5 Weggesperrt und abgeschoben
Die Armenpflege Arbon findet keine Zeit, sich um die zugezogene Familie Looser zu kümmern. Kaum angekommen, zieht diese bereits wieder weg, zurück nach Straubenzell bei St. Gallen, wo sie schon einmal wohnte. Im Juli 1916 stellt man von dort einen Antrag auf Auflösung der Familie, wie aus den Nesslauer Protokollen zu erfahren ist. Die Verhältnisse in Sachen Familie Looser-Boxler scheinen immer bedenklicher zu werden. Das Waisenamt Straubenzell verfügt Auflösung der Familie indem die Kinder wegen der Unsittlichkeit der Mutter gefährdet seien. 2 Kinder versorgt bei der Grossmutter Frau Bauer seien zu Handen zu nehmen, die Mutter Frau Looser-Boxler sei polizeilich einzuliefern. Gdrat. Bösch B. wird beauftragt die Sache zu prüfen u. an nächster Sitzung darüber zu rapportieren. Zwei Wochen später berichtet Gemeinderat Bösch, dass er die Familie gar nicht mehr gefunden habe, dass die Frau bereits nach Zürich ausgezogen sei. Offenbar ist Anna Maria mit einem Teil der Kinder ihrem Mann nachgereist, der in der Industriestadt Zürich Arbeit und an der Rössligasse eine neue Bleibe gefunden hat.

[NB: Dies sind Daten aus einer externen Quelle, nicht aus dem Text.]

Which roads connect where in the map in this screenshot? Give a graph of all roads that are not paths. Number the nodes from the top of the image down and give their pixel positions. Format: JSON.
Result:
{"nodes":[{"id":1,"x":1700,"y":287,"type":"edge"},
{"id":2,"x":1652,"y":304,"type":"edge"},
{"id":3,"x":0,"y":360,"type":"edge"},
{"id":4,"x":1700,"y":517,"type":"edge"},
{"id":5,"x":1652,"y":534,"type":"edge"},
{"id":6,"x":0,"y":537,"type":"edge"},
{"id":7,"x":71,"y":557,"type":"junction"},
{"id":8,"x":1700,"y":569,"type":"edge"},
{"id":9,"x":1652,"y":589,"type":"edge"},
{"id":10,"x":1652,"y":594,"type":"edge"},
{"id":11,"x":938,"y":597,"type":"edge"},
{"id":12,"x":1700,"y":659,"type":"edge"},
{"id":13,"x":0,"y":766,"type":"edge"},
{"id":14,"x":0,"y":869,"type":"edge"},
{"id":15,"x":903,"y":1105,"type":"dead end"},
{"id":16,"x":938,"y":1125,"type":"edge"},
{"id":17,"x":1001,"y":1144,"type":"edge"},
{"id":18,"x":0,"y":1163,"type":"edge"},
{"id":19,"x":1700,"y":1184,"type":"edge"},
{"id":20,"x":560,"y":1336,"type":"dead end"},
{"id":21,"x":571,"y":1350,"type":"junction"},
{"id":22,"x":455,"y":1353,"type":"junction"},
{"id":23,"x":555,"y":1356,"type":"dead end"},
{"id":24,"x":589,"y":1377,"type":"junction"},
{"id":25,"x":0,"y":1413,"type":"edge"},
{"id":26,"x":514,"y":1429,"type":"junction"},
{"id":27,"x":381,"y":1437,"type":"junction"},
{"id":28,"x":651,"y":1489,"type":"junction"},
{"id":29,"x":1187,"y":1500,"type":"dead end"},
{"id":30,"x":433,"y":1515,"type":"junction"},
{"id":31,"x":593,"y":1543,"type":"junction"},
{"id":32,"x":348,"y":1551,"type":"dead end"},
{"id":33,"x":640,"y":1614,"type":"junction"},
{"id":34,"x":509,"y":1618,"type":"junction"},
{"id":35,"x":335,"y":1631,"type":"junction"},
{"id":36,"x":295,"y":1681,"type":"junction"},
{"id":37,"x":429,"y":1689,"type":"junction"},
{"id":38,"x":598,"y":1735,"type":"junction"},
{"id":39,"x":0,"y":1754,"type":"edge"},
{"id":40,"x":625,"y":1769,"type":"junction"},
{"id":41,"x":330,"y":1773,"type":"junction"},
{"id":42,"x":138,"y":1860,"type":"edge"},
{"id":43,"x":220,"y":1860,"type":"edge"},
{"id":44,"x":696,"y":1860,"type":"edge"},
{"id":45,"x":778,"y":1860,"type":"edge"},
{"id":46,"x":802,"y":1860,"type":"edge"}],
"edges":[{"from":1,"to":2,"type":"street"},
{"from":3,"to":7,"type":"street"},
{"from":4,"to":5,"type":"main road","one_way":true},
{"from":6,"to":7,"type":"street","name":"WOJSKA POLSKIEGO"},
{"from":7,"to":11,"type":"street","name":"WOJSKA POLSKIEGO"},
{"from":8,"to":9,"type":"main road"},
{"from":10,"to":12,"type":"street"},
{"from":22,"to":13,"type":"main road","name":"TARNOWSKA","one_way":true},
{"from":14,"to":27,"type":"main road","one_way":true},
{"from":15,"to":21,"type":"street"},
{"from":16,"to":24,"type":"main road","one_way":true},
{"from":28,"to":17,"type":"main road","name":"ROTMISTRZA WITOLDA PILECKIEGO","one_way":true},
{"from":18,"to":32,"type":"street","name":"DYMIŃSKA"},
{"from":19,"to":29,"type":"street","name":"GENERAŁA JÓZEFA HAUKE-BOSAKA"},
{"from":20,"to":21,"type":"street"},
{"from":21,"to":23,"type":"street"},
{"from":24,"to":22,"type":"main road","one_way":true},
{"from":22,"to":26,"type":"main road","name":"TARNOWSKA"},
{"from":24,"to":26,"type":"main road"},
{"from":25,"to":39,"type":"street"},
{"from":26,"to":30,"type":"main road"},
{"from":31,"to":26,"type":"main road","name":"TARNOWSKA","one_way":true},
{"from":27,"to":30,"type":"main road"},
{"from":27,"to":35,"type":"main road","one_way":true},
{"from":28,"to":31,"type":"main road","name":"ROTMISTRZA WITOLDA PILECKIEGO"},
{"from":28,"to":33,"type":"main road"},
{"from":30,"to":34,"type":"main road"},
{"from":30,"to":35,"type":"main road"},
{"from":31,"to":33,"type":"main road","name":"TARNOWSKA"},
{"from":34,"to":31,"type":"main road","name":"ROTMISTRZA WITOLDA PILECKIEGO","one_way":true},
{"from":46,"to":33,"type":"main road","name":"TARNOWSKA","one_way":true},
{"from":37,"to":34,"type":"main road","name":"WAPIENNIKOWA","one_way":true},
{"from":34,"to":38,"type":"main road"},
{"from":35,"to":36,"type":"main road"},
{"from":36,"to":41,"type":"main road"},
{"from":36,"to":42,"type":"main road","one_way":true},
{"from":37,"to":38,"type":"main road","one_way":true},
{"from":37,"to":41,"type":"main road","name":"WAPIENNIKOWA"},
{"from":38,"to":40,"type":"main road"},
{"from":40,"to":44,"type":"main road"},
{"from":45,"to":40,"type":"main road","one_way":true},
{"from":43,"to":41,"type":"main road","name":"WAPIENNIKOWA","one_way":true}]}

Adolf Looser scheint von der drohenden Auflösung der Familie zu wissen und versucht die weitere Fremdplatzierung seiner Kinder zu verhindern. Nun stellt Looser wie früher schon wiederholt das Gesuch es müsste die Heimatgemeinde verfügen, dass die Familie beieinander bleiben könne. Die Nesslauer geben der Familie aus Kostengründen eine weitere Chance. Noch einmal wird dem Gesuch des Vater Looser entsprochen, wobei eben die Kostenfrage der Kinderversorgung das Schwergewicht bildet, notieren sie und verbinden die Zusage mit einer verstärkten Kontrolle durch die Armenbehörde.